Antigamente, juízes só se manifestavam nos autos dos processos. Hoje, muitos são usuários de redes sociais, e o senhor é um exemplo disso. É de alguma forma inapropriado que juízes comentem temas na internet?
Eu respondo com uma pergunta que você me fez quando a gente conversou no Twitter e que me deixou muito feliz. Você me perguntou se eu era juiz, promotor, professor ou advogado. Porque, no meu perfil, não tem o que eu sou, não tem meu nome. E eu acho que o juiz não pode ir além do que ele é autorizado pela Loman (Lei Orgânica da Magistratura Nacional). Você não vai me ver no Twitter falando mal ou bem do candidato A,B ou C, porque juiz não pode fazer isso. Eu dei uma decisão em que condenei um deputado que ofendeu o ministro Alexandre de Moraes. Você não me viu falando no Twitter sobre esse caso. E eu não falaria. Não é adequado que eu fale sobre o caso que eu estou julgando. Eu posso falar de casos que eu julguei no passado, transitados em julgado. E, mesmo assim, eu falo com muito comedimento. Posto um link para a decisão e pronto. Se a pessoa critica, eu não vou ficar batendo boca no Twitter.

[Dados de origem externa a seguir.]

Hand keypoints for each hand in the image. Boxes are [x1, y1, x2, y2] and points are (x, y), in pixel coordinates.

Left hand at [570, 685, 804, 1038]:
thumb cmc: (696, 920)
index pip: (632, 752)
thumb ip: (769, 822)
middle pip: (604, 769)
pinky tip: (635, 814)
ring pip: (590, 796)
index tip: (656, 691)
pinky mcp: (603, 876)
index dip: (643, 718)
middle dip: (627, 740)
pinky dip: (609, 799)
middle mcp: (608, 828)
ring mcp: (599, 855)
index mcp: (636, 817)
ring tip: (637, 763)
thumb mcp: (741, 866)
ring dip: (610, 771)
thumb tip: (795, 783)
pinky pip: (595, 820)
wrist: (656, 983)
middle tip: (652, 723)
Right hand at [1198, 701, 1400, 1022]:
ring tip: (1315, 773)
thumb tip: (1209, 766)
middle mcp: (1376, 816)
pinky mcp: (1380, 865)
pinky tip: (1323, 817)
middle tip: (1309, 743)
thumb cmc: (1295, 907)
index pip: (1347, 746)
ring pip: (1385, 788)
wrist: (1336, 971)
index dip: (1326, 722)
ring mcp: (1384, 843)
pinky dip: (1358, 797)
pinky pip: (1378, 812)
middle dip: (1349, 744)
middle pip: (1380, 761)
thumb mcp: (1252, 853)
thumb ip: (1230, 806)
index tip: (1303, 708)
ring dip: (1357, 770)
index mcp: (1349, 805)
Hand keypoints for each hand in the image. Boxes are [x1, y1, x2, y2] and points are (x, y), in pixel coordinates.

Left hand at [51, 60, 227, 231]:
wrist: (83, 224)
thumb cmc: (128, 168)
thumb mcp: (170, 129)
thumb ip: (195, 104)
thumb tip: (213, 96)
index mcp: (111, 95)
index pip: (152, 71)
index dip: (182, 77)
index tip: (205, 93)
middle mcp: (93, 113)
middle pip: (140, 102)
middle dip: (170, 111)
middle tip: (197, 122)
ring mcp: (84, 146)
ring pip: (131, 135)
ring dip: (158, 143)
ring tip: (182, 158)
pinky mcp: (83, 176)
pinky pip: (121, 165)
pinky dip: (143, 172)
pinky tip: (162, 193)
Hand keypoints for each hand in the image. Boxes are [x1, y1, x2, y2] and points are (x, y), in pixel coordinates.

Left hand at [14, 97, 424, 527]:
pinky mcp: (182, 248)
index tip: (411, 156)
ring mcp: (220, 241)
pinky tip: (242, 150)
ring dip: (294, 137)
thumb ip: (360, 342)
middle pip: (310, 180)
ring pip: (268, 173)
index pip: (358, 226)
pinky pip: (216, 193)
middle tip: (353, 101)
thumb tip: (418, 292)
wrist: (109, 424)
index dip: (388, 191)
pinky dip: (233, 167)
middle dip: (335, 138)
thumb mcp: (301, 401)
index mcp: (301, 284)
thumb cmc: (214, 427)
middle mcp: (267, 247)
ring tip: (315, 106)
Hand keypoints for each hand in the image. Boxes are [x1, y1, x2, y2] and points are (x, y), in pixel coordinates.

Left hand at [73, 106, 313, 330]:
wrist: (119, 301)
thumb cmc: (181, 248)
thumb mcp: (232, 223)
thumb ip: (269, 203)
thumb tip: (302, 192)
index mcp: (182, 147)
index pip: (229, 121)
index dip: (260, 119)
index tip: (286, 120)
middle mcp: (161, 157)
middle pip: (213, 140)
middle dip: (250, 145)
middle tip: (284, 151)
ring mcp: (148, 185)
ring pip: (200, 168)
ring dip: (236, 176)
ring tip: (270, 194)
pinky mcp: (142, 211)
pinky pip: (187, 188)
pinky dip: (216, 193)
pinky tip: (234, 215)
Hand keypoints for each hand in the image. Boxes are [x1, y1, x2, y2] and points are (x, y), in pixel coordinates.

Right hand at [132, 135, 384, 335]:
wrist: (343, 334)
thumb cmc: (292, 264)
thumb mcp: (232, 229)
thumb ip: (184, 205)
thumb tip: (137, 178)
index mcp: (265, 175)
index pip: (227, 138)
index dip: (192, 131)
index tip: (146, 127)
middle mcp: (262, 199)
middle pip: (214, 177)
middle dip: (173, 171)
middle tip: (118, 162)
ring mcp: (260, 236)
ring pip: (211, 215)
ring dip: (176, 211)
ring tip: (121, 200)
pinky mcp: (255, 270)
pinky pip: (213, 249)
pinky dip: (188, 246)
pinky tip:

É adequado que juízes defendam posições políticas em redes sociais?
Nós podemos, e o CNJ (Conselho Nacional de Justiça) permite, discutir ideias, mas eu não posso discutir pessoas. E acho que está correto isso. A sociedade não pode achar que eu julguei de determinada forma porque eu gosto ou desgosto de determinado político.
O presidente Jair Bolsonaro tem feito ataques constantes contra o Judiciário e ministros do STF. O presidente da República, assim como o senhor fez com o deputado, deveria ser punido por esse tipo de comportamento?
Eu não posso falar sobre o presidente da República ou sobre qualquer pessoa em específico. O que eu posso falar é em termos gerais. Foi publicada neste ano uma lei que trata dos crimes contra o Estado Democrático de Direito. Críticas são sempre bem-vindas, mas ataques podem incidir nos tipos penais dessa lei. Falo em tese, e não direcionado ao presidente da República ou qualquer outra pessoa.